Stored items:
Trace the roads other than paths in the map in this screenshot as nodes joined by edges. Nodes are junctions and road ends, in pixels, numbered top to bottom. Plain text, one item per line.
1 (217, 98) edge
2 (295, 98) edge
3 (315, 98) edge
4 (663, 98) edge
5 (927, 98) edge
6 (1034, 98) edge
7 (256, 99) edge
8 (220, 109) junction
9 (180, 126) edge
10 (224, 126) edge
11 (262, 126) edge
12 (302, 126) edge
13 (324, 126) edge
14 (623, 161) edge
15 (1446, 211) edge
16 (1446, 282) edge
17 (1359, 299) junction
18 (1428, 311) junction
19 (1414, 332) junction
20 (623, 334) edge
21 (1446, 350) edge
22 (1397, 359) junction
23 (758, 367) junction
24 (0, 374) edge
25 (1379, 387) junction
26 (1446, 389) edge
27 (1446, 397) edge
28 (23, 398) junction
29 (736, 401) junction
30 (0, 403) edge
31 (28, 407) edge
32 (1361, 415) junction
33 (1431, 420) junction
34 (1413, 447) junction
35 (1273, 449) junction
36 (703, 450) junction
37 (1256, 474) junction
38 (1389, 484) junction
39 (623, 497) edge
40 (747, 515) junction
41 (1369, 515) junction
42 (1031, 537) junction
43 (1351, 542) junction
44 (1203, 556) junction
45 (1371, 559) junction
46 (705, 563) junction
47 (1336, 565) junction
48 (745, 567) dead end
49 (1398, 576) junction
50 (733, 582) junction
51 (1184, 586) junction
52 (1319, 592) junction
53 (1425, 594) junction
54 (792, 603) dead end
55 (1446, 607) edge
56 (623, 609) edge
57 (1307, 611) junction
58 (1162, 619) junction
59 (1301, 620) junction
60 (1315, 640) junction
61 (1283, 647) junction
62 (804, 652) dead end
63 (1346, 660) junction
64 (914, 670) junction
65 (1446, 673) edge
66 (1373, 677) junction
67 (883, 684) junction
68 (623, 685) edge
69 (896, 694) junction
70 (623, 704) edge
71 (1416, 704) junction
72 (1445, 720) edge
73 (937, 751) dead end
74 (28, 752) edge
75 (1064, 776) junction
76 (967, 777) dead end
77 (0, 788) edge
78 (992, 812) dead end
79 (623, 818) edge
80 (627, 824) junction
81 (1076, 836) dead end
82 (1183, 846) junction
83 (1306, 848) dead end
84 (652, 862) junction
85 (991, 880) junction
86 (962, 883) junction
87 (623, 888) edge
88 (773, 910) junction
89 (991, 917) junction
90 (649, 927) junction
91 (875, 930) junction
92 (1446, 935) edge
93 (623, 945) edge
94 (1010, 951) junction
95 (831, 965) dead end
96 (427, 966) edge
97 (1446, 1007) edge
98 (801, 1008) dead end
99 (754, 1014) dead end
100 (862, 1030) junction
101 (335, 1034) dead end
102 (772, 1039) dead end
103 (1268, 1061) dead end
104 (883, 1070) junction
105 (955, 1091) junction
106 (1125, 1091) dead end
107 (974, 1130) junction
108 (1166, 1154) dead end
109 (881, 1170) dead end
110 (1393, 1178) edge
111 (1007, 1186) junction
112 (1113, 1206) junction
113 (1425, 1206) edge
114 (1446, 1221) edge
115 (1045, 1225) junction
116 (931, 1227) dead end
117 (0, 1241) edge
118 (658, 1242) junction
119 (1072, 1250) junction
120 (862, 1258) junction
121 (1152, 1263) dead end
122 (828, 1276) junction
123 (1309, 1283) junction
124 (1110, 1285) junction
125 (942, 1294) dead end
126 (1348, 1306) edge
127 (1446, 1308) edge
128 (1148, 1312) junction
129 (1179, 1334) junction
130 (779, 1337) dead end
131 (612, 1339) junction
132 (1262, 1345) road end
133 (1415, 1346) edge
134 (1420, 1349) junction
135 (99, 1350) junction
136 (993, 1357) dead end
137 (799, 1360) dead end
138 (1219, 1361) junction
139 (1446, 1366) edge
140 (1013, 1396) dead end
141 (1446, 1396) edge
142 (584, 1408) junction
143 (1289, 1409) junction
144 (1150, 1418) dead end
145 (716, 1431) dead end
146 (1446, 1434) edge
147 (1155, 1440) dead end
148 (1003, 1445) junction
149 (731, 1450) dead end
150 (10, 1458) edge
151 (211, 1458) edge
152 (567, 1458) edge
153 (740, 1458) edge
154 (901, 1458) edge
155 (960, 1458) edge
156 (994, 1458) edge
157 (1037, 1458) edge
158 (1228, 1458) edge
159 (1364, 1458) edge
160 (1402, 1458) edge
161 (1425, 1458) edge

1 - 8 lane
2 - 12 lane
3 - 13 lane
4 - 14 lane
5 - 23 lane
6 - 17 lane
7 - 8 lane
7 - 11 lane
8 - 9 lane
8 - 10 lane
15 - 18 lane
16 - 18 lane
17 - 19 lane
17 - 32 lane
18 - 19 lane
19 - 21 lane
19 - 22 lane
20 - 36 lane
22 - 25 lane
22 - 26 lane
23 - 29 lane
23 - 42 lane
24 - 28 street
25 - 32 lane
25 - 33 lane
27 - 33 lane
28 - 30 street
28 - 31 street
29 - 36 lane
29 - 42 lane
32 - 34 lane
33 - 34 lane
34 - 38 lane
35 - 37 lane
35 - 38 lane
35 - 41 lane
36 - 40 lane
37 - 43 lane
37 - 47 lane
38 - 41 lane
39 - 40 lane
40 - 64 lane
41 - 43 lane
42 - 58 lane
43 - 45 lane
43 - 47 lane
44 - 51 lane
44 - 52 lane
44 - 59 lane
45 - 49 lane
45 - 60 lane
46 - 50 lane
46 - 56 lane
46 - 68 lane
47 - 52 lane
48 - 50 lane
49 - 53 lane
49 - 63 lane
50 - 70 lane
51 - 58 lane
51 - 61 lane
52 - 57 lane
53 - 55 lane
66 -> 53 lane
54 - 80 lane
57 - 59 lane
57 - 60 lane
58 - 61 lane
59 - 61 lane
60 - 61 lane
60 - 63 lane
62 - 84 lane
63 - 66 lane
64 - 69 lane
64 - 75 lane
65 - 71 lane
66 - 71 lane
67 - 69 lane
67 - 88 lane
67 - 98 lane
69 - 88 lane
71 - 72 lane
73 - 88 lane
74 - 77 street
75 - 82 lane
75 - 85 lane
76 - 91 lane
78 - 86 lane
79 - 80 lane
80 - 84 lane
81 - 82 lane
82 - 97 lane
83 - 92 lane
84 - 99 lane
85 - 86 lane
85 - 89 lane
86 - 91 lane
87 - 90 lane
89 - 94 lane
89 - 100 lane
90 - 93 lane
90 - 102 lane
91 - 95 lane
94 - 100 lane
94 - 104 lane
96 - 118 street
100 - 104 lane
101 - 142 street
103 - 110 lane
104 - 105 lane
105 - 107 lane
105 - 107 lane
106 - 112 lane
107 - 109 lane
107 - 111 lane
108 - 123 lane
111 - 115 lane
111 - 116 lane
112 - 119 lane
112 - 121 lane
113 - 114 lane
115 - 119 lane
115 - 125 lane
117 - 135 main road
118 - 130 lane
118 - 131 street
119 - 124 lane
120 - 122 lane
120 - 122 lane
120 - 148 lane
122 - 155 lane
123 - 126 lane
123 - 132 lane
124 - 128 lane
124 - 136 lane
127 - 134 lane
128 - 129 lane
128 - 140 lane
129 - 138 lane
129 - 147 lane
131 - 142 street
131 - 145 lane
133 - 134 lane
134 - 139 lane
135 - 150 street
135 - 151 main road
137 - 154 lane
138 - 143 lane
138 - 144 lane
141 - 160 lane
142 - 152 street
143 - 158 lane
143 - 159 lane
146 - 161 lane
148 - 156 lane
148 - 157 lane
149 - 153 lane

### [Instructions for the task]
Scan the data above for the word "street", then copy every line that holds it.

### [Result of this task]
24 - 28 street
28 - 30 street
28 - 31 street
74 - 77 street
96 - 118 street
101 - 142 street
118 - 131 street
131 - 142 street
135 - 150 street
142 - 152 street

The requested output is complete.